32. Bunun üzerine İbrahim, "Ama orada Lut da var!" dedi. Melekler, "Orada kimlerin olduğunu biz çok iyi biliyoruz. Korkma, onu ve ailesini kurtaracağız. Fakat karısı kurtulamayacak. O, Lut'u izlemek yerine kâfirlerle birlikte kalmayı tercih ederek geride kalanlardan olacak!" dediler.
33. Daha sonra elçilerimiz yakışıklı birer delikanlı suretinde Lut'un yanına gelince, onların melek olduğunu henüz fark etmeyen Lut, kâfirlerin onları taciz edeceğinden korkarak onlar için üzüntüye, endişeye kapıldı ve misafirlerini koruyacak gücü olmadığından, onlardan dolayı yüreğini bir sıkıntı kapladı. Bu arada, şehre gelen yabancıların Lut'un evinde misafir olduğunu haber alan sapıklar, âdeta kudurmuş bir hâlde koşarak Lut'un kapısına dayandılar. Lut onlara, "Ey kavmim! Allah'tan korkun, beni rezil etmeyin! Sizin içinizde aklı başında bir adam yok mu?" dedi. Fakat sapıkların onu dinlemeye niyetleri yoktu. Melekler nihayet gerçek kimliklerini ortaya koyarak, "Ey Lut! "Sakın korkma, üzülme. Seni ve aileni zalimlerin elinden kurtaracağız. Ancak inkârı tercih eden karın geride kalanlar arasında olacak." dediler. Ve eklediler:
34. "Bu şehir halkının üzerine de, işledikleri günahlardan dolayı gökten bir azap indireceğiz."
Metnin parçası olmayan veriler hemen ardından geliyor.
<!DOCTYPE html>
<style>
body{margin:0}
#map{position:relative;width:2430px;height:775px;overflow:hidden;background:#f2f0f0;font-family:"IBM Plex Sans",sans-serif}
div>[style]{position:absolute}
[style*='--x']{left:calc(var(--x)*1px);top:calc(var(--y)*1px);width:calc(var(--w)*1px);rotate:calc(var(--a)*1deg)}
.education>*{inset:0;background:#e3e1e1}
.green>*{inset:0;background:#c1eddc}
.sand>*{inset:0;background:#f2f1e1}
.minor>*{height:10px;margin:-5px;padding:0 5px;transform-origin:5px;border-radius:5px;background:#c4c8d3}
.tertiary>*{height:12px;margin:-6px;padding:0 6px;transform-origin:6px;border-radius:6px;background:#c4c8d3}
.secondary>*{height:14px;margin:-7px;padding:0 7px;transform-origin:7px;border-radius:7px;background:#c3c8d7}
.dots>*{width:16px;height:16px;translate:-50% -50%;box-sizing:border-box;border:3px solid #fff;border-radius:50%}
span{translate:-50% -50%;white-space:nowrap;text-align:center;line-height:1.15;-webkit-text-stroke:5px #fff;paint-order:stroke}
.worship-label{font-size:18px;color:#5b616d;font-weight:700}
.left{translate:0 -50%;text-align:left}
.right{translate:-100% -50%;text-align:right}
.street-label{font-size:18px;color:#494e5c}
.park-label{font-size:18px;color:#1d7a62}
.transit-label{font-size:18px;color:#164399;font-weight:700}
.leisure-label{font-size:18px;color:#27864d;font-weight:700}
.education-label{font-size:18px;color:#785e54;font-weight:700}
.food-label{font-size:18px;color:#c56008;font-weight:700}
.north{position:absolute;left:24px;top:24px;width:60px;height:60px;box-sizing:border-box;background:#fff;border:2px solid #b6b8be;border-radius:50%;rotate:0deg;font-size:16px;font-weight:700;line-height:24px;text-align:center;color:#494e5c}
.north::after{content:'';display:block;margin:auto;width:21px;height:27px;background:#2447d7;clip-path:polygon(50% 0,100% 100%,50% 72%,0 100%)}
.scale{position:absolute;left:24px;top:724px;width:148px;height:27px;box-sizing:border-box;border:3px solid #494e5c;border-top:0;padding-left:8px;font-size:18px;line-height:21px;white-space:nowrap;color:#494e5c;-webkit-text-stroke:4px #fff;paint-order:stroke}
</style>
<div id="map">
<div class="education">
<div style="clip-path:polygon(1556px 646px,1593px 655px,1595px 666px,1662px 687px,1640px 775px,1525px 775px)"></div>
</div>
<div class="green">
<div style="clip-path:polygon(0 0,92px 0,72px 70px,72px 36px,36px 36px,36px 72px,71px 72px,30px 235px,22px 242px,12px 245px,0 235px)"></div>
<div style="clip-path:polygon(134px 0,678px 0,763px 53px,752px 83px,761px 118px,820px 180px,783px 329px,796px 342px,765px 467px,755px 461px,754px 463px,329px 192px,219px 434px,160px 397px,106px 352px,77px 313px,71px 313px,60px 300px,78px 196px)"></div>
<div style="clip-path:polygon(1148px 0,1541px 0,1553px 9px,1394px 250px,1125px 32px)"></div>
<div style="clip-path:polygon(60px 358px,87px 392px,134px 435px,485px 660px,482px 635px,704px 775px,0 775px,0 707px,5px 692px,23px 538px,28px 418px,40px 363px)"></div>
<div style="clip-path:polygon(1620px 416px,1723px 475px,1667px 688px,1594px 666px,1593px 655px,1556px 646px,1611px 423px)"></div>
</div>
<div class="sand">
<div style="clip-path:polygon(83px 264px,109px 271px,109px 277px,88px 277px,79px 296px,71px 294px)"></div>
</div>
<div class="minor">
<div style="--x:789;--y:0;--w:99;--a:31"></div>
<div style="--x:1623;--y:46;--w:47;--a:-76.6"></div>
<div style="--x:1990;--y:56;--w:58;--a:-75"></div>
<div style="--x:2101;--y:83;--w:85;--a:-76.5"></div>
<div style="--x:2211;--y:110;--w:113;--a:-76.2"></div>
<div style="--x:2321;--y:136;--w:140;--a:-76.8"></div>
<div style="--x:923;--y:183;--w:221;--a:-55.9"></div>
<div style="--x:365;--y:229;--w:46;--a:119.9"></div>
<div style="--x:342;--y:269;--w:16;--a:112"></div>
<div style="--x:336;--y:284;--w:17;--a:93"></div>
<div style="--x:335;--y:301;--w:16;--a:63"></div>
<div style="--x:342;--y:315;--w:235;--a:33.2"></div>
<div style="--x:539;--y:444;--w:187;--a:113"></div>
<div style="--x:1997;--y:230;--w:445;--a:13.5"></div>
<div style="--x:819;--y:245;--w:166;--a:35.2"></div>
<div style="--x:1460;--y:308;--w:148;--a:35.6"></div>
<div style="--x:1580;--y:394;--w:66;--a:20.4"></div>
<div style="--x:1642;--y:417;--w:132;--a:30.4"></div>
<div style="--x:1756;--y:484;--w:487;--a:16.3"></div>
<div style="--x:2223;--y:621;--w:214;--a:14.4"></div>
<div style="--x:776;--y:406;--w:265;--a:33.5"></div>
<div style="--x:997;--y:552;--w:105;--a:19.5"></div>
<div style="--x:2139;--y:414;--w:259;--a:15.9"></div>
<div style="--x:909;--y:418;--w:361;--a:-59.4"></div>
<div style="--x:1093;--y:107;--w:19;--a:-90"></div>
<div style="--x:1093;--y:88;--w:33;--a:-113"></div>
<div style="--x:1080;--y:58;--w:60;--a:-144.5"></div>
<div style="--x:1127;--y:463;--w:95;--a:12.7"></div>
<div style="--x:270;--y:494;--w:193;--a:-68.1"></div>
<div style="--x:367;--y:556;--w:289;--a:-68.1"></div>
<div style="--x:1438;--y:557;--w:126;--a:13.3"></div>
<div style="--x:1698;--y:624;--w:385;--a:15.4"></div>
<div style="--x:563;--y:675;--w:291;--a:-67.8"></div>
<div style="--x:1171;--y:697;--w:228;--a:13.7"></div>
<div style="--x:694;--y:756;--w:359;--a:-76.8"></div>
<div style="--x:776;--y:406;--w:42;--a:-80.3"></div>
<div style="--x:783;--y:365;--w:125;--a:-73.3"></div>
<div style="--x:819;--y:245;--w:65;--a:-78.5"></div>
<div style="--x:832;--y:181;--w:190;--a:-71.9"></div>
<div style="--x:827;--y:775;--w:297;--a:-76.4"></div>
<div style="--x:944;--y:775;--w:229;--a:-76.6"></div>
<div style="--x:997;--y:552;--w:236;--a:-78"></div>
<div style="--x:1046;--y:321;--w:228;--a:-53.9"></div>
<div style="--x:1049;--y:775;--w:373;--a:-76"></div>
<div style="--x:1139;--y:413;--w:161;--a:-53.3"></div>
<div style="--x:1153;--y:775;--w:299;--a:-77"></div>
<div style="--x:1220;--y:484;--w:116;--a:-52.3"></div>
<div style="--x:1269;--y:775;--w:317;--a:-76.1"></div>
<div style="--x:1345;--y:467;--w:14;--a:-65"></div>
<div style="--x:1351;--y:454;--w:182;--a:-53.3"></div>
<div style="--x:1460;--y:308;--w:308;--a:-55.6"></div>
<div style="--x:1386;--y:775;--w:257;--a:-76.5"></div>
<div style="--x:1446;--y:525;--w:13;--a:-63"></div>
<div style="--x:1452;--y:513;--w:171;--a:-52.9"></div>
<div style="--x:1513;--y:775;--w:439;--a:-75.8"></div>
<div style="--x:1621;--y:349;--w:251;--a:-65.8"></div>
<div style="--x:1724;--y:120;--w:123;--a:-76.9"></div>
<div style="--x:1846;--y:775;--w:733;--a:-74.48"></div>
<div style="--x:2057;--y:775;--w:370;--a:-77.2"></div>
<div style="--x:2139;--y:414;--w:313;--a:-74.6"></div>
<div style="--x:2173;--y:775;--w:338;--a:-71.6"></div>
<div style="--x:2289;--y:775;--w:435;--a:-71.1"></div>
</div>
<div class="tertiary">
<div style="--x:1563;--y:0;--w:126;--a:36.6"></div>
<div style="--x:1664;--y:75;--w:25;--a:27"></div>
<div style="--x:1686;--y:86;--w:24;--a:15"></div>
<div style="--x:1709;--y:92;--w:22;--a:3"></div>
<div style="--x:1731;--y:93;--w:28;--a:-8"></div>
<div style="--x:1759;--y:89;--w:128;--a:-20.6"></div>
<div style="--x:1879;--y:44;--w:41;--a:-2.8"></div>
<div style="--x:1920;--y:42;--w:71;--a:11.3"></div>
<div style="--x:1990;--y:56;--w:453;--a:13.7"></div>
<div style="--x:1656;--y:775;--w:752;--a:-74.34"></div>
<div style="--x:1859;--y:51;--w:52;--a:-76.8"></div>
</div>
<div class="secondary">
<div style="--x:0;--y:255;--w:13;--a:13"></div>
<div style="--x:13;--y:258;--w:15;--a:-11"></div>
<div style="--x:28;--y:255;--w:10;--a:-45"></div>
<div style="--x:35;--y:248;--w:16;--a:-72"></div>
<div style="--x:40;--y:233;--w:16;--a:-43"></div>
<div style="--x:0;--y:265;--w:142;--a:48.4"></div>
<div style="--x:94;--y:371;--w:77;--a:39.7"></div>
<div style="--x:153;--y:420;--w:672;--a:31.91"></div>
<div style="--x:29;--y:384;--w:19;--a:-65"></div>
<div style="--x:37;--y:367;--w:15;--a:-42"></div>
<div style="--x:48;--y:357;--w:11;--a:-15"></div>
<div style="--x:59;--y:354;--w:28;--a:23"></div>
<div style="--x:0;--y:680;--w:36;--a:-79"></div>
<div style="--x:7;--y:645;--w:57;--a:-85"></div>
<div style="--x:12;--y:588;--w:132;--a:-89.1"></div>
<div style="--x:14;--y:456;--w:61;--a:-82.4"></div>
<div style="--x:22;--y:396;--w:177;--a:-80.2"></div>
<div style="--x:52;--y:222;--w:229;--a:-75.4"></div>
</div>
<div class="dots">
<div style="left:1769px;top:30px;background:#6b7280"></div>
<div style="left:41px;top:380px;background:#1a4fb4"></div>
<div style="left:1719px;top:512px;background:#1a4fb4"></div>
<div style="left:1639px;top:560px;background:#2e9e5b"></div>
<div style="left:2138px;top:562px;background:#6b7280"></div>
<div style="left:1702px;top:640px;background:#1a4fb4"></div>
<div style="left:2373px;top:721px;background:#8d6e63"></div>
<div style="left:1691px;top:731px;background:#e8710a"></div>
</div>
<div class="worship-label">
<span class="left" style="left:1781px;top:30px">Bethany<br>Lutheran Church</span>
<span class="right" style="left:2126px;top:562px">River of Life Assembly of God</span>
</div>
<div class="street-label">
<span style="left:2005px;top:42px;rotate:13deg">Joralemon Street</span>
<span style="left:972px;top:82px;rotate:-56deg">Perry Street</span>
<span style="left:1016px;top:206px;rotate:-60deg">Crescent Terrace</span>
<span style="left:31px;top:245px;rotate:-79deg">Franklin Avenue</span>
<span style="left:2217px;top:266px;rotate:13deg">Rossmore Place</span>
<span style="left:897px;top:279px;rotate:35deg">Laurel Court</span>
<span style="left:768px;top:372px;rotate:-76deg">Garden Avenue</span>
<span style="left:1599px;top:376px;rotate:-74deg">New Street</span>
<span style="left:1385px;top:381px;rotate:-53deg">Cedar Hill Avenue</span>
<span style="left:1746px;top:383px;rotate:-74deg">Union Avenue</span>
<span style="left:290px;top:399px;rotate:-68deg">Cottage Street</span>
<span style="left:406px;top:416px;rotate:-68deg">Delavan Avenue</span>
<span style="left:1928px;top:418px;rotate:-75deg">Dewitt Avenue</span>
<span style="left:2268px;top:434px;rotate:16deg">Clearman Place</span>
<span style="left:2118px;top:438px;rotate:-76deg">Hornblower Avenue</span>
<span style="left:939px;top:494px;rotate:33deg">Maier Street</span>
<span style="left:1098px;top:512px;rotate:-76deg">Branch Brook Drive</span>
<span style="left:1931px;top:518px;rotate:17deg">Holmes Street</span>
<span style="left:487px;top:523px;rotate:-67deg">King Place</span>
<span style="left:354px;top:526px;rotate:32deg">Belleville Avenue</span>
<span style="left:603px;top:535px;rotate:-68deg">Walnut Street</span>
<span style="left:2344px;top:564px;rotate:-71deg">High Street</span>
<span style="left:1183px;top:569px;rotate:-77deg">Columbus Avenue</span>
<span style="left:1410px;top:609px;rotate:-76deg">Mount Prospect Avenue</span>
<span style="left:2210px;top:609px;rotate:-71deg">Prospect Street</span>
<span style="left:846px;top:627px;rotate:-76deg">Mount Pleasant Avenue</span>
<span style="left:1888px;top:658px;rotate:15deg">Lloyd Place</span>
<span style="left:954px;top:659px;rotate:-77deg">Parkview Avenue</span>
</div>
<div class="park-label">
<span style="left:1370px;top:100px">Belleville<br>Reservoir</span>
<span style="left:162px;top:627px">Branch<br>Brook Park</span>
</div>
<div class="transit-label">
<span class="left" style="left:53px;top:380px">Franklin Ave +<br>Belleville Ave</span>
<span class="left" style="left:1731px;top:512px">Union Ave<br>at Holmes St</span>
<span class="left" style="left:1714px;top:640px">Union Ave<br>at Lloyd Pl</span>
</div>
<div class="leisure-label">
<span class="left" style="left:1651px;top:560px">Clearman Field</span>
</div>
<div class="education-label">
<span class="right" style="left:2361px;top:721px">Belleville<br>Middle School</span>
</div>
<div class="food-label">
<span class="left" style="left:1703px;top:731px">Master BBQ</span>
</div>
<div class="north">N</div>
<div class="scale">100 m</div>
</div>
35. İşte böylece Biz, azgın Sodom ve Gomore halkını yok ettik ve aklını kullanıp ibret alan insanlar için onlardan geriye, uğradıkları felâketi anlatan apaçık işaretler bıraktık.
36. Medyen ahalisine de, kardeşleri gibi yakından tanıdıkları arkadaşları Şuayb'ı elçi olarak görevlendirdik. Şuayb, "Ey kavmim!" dedi, "Yalnızca Allah'a kulluk edin, âhiret gününe olan inanç ve ümidinizi asla yitirmeyin. Ve sakın yeryüzünde bozgunculuk çıkarmayın!"
37. Fakat hemşerileri onu yalanladılar. Bunun üzerine, ansızın dehşet verici bir gürültüyle patlayan ve şehrin altını üstüne getiren korkunç bir sarsıntı çarpıverdi onları. Böylece, yurtlarında cansız bir hâlde, yüzüstü yere serildiler.
38. Aynı şekilde, Ad ve Semud kavimlerini de helâk etmiştik. Nitekim şimdi birer harabe olan saraylarından ve evlerinden geriye kalan kalıntılara bakarak onların nasıl bir azaba uğradığını açıkça görebilirsiniz. Şeytan onlara yaptıkları çirkin işleri güzel göstererek hepsini doğru yoldan çıkarmıştı. Oysa onlar, gerçeği pekâlâ görebilecek durumdaydılar.